Associate Director and base-60 math
In my career as an Associate Director, I’ve been fortunate enough to work in varying AD capacities such as Control room, tape, post-production, sports and music. All those roles come with their specific responsibilities, as well as their own skill set needed to do the job.
One AD role is not necessarily tougher than the other. Each have their own challenges, and like everything else, the longer you do it, the better you get. Being organized, good at multitasking, maintaining your cool and able to work in chaotic environments are crucial skills, but the ability to do base-60 math, is essential.
Unlike normal math, which is based on 10’s, base-60 is the addition, subraction, division of seconds, minutes and hours. All these calculations are made within the confines of time. Television programs and all their elements are timed to fit within the confines of the time allotted. Elements can be any item that pertains or is to be used in the show, an item being an interview, playing a video, graphics, a host reading from a script,
etc. All those items have individual, preset total running times or TRT for short.
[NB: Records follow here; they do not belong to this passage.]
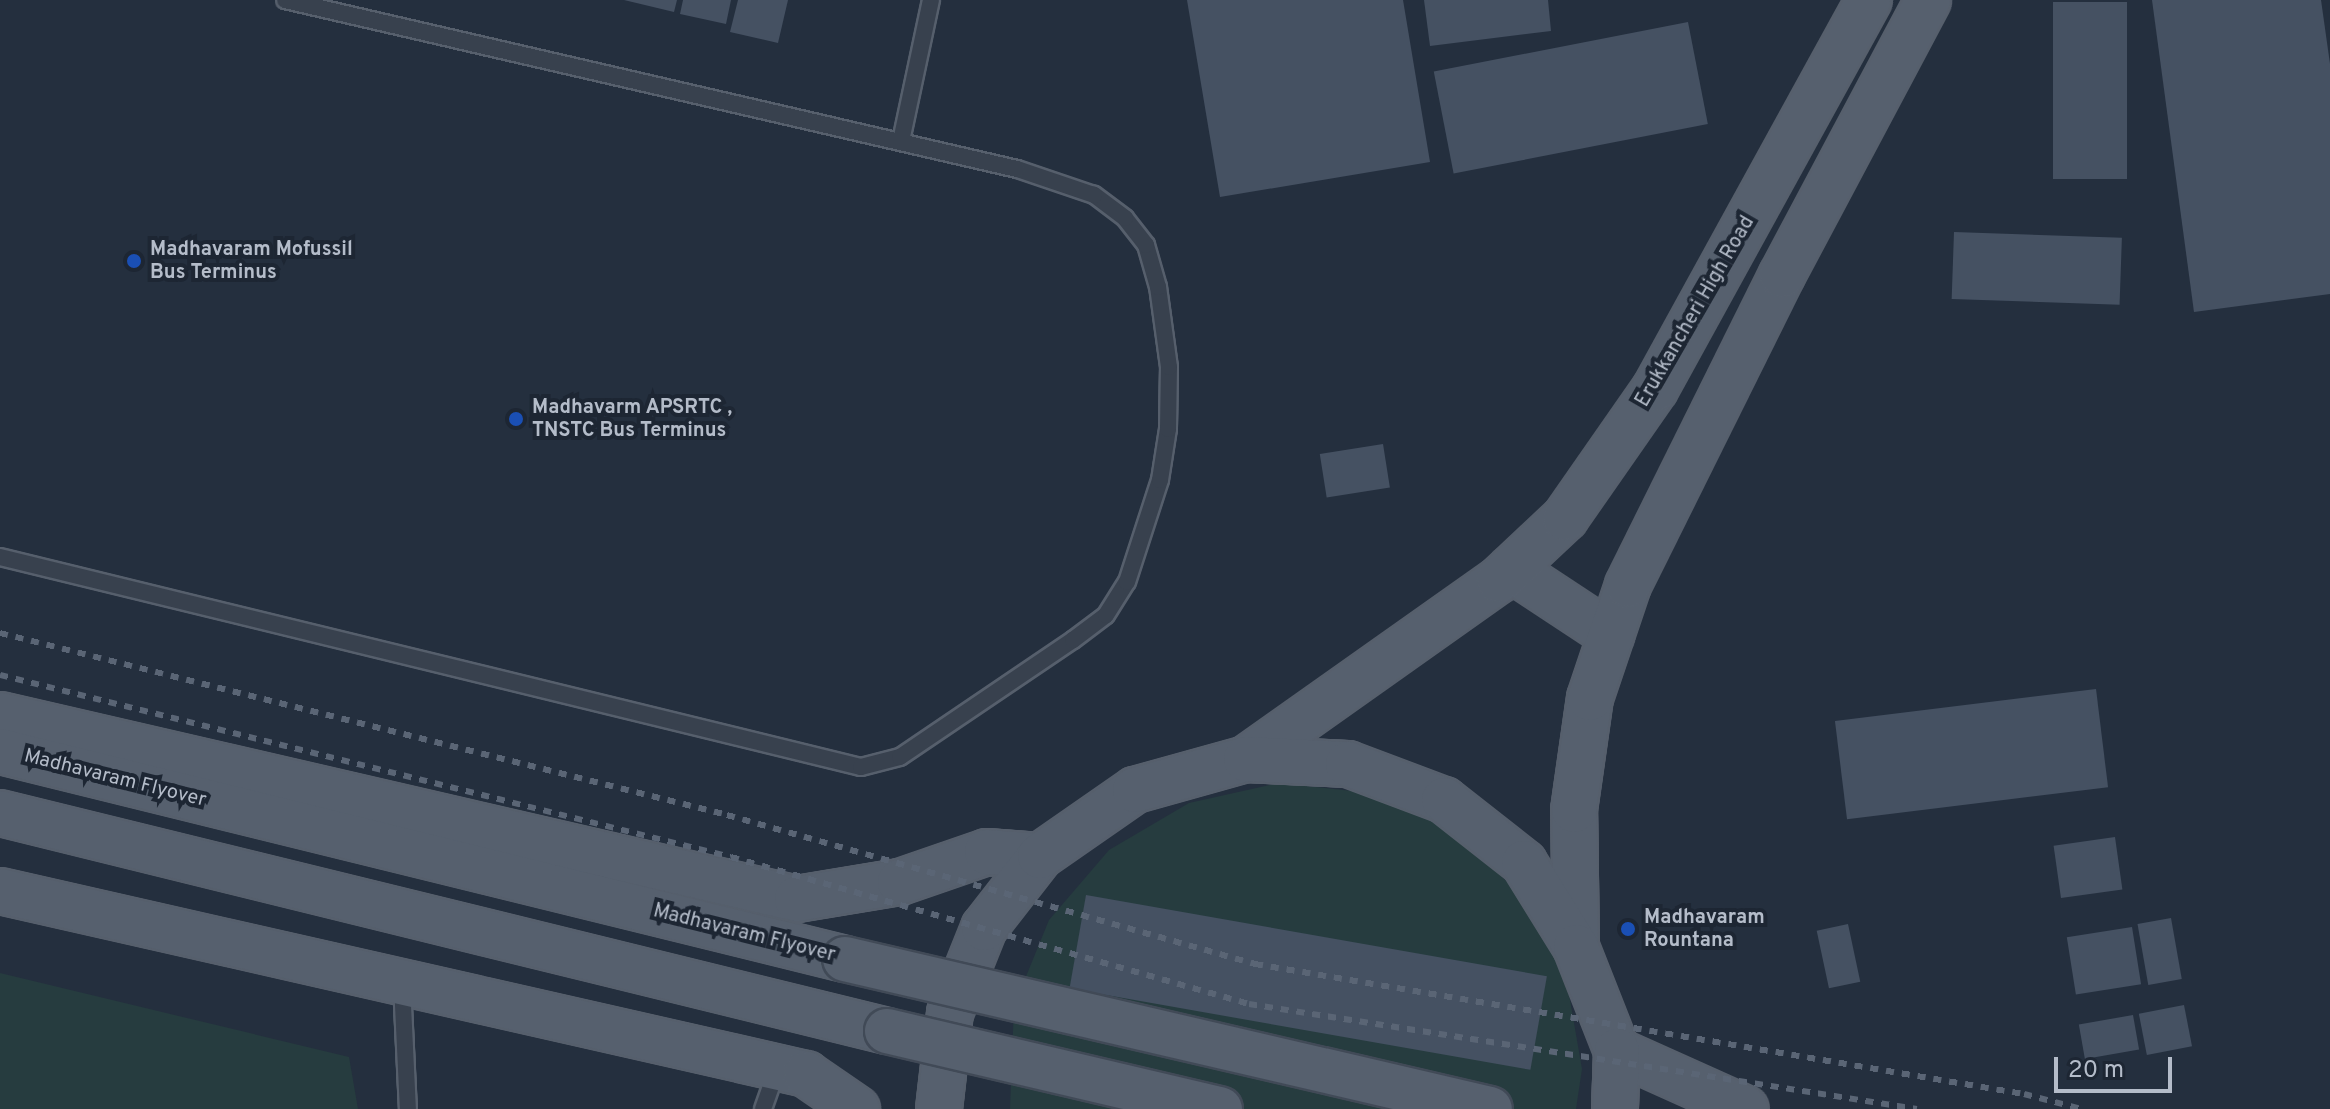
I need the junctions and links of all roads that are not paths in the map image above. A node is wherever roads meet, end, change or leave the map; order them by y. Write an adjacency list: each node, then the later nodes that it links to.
1 (285, 0): 5 (lane)
2 (931, 0): 5 (lane)
3 (1869, 0): 7 (main road, Erukkancheri High Road)
4 (1928, 0): 8 (main road)
5 (901, 141): 6 (lane)
6 (0, 557)
7 (1511, 569): 8 (main road); 11 (main road, Erukkancheri High Road)
8 (1611, 635): 15 (main road)
9 (0, 715): 13 (main road)
10 (0, 751): 24 (main road, Madhavaram Flyover, bridge)
11 (1246, 759): 13 (main road); 15 (main road)
12 (0, 813): 23 (main road, bridge)
13 (1040, 856): 22 (main road)
14 (0, 891): 16 (main road)
15 (1576, 947): 17 (main road)
16 (402, 983): 18 (main road); 19 (lane)
17 (1617, 1051): 25 (main road); 26 (main road)
18 (777, 1068): 20 (lane); 21 (main road)
19 (408, 1109)
20 (763, 1109)
21 (857, 1109)
22 (939, 1109)
23 (1220, 1109)
24 (1490, 1109)
25 (1615, 1109)
26 (1746, 1109)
A one-hour program may contain only 45 minutes of actual show content. The other 15 minutes is set aside for commercials. The average commercial break is probably around three minutes, so simple division results in five individual three-minute breaks. Based on the five commercial breaks, the 45 minutes of the program will be divided into six segments. These six segments are usually not timed equally. The first segment may be 8:00 minutes, the second; 3:30, the third 4:45, etc., but at the end of one hour, all those different segment times will have to add up to 45 minutes. Throw in the 15 minutes of commercial time, and their sum should add up to one hour.
In a perfect world program segments would always be to time but rarely, if ever does that happen. In moments like those, that’s where the Associate Director’s role is most crucial, and base-60 math comes in handy.